Managing stormwater runoff used to be a rather unimaginative affair. You dug a hole in the ground, graded the land around it and — presto! — you had a stormwater pond. Little niceties like treating the stormwater to filter out pollutants and protect the local watershed were a secondary consideration (if they were considered at all).
The new Columbia Heights Library shows that civic thinking about stormwater management has evolved quite a bit. The library, which held its grand opening last Saturday, includes a series of landscape features that capture and treat stormwater runoff. This treatment train of stormwater best management practices (BMPs) will keep pollutants out of the local stormsewers and ultimately protect water quality in the Mississippi River and nearby waterbodies.
The MWMO funded the library’s stormwater features, but the idea (and the credit) belongs to the library’s planning committee and the city, which sought to transform what was essentially a giant parking lot along Central Avenue into a showcase of green infrastructure.
To be sure, the estimated 1,800 visitors who attended the grand opening were there primarily to celebrate the new library itself — a long-awaited facility with overwhelming voter support. But the integration of so many visible stormwater BMPs into the library site provides some important educational opportunities. Interpretive signs installed near the various BMPs explain how each one works, and the library plans to integrate the BMPs into a pre-kindergarten educational curriculum focusing on water quality.

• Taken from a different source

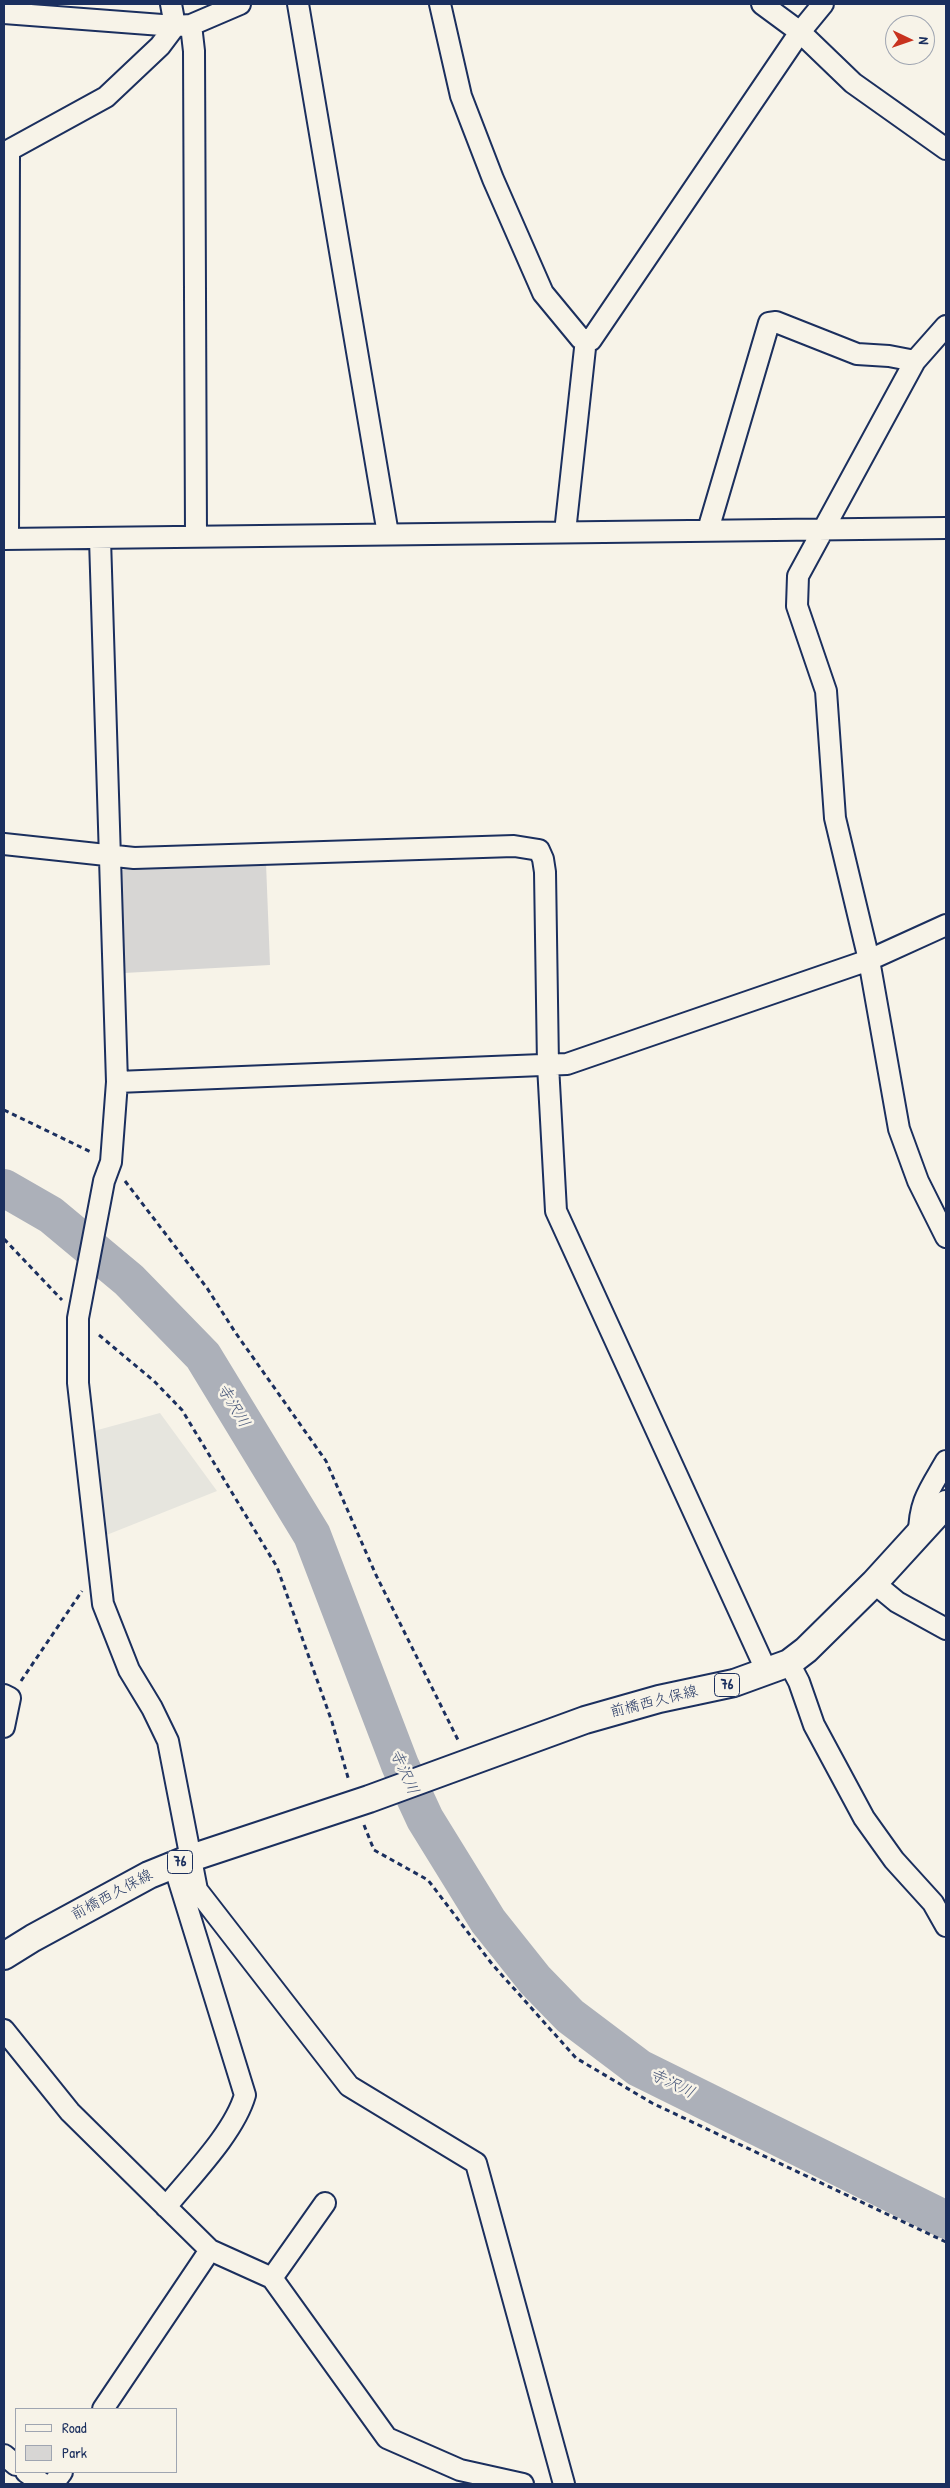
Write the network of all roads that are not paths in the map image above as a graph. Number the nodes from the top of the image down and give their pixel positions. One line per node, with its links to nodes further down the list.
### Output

Here’s a look at where the library’s stormwater BMPs are located, and how each one works:
Runoff from the library roof is directed through a downspout onto grass or crushed stone areas to help stormwater soak into the ground and to remove pollutants.
Three sections of permeable pavement bisect the library’s parking lot. Stormwater runoff drains through gaps between the pavers and into layers of stone and sand beneath. These layers help filter pollutants out of the stormwater. A drainpipe beneath the stone allows excess runoff to move further down the treatment train.
Three biofiltration basins filled with trees and plants allow parking lot runoff to soak into the soil. The vegetation and soils work together to filter pollutants out of the stormwater before it moves via drain pipe to the next stop in the treatment train.
Grit Chamber and Iron-Enhanced Sand Filter
Grit chambers trap heavy sediment and debris by separating them out from incoming stormwater runoff. A grit chamber buried underground next to the library parking lot (beneath the three trees in the illustration) takes stormwater that passes through the permeable pavers and biofiltration basins and cleans it before sending it into the iron-enhanced sand filter.
At the very end of the library’s parking lot is a basin filled with sand that has been enhanced with iron filings. This iron-enhanced sand removes phosphorus — a nutrient and a key source of pollution in waterbodies — from the stormwater runoff before it finally passes through an underdrain and moves into the city’s stormdrain system.
In the winter, the library’s sidewalk will be free of ice and snow thanks to a snowmelt system buried beneath the concrete. An antifreeze mixture is pumped through tubing beneath the sidewalk, melting the ice without the need for salt or chemical deicers. Road salt and deicing chemicals enter stormdrains and discharge into waterbodies, where they become a permanent, impossible-to-remove source of pollution.